Coelacanths might be monogamous, to the surprise of researchers

by Cynthia McKelvey
They evaded humans for millions of years and live very private lives. The hulking, fleshy-finned fish known as the coelacanth has beguiled scientists for generations. But the coelacanth mystique that enchants researchers also makes it difficult to study. Researchers recently revealed in Nature Communications one startling aspect of the coelacanth lifestyle: they might be monogamous.
Presumed extinct for over 60 million years, the coelacanth (SEE-lah-kanth) was known only in fossil form until a fisherman caught a live one in 1938 near South Africa.
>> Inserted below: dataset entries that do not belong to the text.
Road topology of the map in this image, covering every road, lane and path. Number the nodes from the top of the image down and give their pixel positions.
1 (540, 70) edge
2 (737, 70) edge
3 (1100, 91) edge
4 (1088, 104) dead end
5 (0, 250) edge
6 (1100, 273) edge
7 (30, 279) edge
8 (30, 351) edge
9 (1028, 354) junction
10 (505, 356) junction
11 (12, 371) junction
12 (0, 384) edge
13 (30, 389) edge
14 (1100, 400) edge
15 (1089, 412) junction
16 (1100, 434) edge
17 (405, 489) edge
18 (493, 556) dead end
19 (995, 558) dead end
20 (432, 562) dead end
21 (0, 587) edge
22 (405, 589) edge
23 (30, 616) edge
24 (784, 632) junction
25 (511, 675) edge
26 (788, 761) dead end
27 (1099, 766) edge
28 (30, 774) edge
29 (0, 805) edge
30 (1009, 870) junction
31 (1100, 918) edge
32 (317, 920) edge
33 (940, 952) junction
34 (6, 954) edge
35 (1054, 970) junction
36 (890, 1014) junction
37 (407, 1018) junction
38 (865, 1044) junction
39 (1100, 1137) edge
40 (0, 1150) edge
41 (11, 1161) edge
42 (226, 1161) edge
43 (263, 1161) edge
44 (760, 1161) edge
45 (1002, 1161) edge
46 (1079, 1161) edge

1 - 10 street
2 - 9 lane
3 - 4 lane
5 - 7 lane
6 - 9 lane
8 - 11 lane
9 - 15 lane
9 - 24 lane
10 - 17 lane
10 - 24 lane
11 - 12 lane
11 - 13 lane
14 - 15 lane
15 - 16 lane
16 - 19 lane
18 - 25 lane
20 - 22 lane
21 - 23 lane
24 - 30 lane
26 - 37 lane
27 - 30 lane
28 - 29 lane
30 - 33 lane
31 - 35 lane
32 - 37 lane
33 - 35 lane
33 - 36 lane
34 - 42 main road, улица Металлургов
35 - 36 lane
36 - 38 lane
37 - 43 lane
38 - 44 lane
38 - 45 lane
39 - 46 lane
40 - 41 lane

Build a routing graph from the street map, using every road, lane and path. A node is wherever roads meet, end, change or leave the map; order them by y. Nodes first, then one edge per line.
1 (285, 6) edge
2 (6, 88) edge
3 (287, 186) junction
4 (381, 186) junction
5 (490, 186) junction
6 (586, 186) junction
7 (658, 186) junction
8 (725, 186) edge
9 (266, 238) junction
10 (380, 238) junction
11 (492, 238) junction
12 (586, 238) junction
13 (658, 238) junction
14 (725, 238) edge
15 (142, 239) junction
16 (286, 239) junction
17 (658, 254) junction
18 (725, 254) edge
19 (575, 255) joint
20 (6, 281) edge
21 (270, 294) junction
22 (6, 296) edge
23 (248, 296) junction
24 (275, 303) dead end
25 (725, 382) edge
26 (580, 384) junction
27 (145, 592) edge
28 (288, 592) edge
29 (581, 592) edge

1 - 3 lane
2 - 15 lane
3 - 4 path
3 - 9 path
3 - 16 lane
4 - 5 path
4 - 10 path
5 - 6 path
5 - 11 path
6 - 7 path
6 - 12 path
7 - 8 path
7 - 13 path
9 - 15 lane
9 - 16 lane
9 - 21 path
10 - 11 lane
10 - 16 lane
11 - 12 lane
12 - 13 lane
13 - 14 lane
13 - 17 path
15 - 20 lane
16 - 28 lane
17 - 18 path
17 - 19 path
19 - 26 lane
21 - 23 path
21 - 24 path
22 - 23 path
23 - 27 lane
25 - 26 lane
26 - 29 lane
Recently, scientists have found populations of dozens of coelacanths nestled in caves hundreds of meters deep in the Indian Ocean near Kenya, Tanzania and the Comoros Islands.
Monogamy poses a risk to coelacanths in part because of the onerous three-year-long pregnancies in females. The babies are fully developed when they’re born, but the mother sacrifices a lot of energy and is more vulnerable to predators while she carries her young. If one male with a bad set of genes sires the brood, all the offspring can suffer—and those three years might be wasted.
The study’s authors expected coelacanth females to find multiple mates to ensure that at least some offspring get a good set of genes. They conducted genetic paternity tests on the 49 total offspring of two preserved pregnant coelacanths. Analysis showed that each coelacanth chose only one male to sire her brood.

Because coelacanths are endangered, scientists can only examine dead specimens that fishermen accidentally catch in trawls. Pregnant females are especially rare: one fish was caught near Mozambique in 1991, and another near Zanzibar in 2009.